A total of more than 20 positive peaks were identified (Fig. 1 and Table 2), of which seven (wrbA-ymdF, yccT-yccU, csgD-csgB, ves, fliE-fliF, yhbT-yhbU, and nlpA-yicS) showed 2.8-fold higher-than-background level. The total of 20 CsgD-binding sites thus identified can be classified into two groups (Table 2; possible targets are shown in light green in Fig. 1). Thirteen group 1 CsgD-binding sites are located within spacer regions between two neighboring genes, while the remaining six sites, classified in group B, are located within open reading frames. Among the 14 group A peaks identified within the spacer regions, 8 were located between divergently transcribed operons, including the spacer between csgBAC and csgDEFG for curli formation. In prokaryotes, transcription factor-binding sites are generally located upstream or near promoters of regulation target genes or operons, and therefore when possible target genes would be located on both sides of the CsgD-binding site, we estimated that only one could be the target. In rare cases, however, the spacer-bound transcription factors regulate both of the divergent promoters on the E. coli genome (24; T. Shimada, K. Yamamoto, and A. Ishihama, submitted for publication). The remaining five CsgD-binding sites in group 1A are located upstream of one operon but downstream of another operon. In these cases, the gene or operon located downstream of the CsgD-binding site may be the regulation target with the highest possibility. The regulation targets for the CsgD-binding sites include genes for transporters (entS, focA, yojI, and fepD) and for lipid carrier and membrane lipoproteins (yhbT, nlpA, and ydhO). Transcriptome analysis in the presence of overexpressed CsgD indicated that the iron-sensing proteins FecR and FhuE are under the control of CsgD (10). Likewise, the fepDGC operon, encoding iron-enterobactin transporters, was predicted to be regulated by CsgD (Table 2).

Fig. 1.
Maps of CsgD-binding sites on the E. coli genome. CsgD-associated sites on the genome were identified by using the ChIP-chip system (17, 18, 45). Peaks that were more than 2-fold higher than the background are indicated by arrows. For group 1 targets ...
Table 2.
CsgD target genes identified with the ChIP-chip systema

At least seven CsgD-binding sites, classified in group 2, are located within open reading frames (Table 2). In E. coli, transcription factor-binding sites are sometimes located within open reading frames of upstream genes. Thus, the yfgG and ygcI operons could be regulation targets of CsgD. It is noteworthy that YgcI (CasD) is a component of the CRISPR (clusters of regularly interspersed short palindromic repeats) complex, which is involved in defensive digestion of harmful foreign DNA, including viral DNA (11).
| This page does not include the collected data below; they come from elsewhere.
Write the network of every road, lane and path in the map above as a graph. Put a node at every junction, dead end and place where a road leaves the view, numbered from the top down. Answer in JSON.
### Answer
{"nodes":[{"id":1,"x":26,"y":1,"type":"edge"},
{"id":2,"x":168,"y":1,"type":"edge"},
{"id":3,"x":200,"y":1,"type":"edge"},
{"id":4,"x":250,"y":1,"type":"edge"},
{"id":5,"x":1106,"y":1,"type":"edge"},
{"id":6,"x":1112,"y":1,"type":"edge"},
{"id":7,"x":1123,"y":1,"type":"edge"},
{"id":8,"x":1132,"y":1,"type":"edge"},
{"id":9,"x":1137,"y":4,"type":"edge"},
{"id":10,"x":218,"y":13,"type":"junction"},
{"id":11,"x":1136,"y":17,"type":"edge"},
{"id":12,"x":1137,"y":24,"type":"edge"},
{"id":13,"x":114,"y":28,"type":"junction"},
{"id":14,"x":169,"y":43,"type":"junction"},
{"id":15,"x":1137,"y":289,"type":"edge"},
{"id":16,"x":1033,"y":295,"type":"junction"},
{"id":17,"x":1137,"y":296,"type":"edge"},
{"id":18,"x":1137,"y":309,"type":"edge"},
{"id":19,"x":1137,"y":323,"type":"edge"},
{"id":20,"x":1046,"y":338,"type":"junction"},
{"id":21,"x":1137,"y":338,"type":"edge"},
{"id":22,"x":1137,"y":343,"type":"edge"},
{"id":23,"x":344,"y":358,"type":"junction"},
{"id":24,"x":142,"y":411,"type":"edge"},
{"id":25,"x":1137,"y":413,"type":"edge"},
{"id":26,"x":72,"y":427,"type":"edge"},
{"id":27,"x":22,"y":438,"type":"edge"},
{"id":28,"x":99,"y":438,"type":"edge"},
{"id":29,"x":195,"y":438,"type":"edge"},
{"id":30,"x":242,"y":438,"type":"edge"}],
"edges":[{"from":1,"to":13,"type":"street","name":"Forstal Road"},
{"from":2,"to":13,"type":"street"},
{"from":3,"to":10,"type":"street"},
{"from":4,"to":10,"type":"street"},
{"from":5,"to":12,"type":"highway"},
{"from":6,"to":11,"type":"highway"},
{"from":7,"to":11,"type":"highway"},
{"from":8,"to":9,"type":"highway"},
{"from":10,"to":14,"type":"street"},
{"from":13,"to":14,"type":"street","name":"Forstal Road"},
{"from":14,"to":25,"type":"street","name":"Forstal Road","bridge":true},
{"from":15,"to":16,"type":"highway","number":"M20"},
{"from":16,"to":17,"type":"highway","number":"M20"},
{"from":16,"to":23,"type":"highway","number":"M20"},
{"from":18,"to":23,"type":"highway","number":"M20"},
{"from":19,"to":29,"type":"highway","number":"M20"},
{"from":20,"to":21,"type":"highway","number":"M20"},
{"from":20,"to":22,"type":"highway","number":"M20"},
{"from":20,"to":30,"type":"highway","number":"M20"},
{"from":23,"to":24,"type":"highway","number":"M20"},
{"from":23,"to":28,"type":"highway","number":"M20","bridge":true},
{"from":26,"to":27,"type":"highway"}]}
Identification of CsgD-binding site on the predicted target promoters.

For detailed analysis of the regulatory roles of CsgD, we focused on six targets: two targets, fliE-fliF and csgD-csgB, related to two typical bacterial habitats, i.e., planktonic growth and biofilm formation; two targets, yccT-yccU and wrbA-ymdF, related to metabolism for energy production; and two targets, yhbT-yhbU and nlpA-yicS, related to membrane functions (Table 2). Except for the csgDEFG and csgBAC operons, the participation of CsgD in transcription regulation has not been identified for the other six operons, fliE (encoding the flagellum basal body protein), fliFGHIJK (encoding flagellum components and assembly proteins), yccT, yccU, wrbA-yccJ, and ymdF. In addition, we also analyzed cho-ves-spy, a representative target for CsgD binding on an open reading frame (Table 2). The sequences included in these segments are illustrated in Fig. S1 of the supplemental material.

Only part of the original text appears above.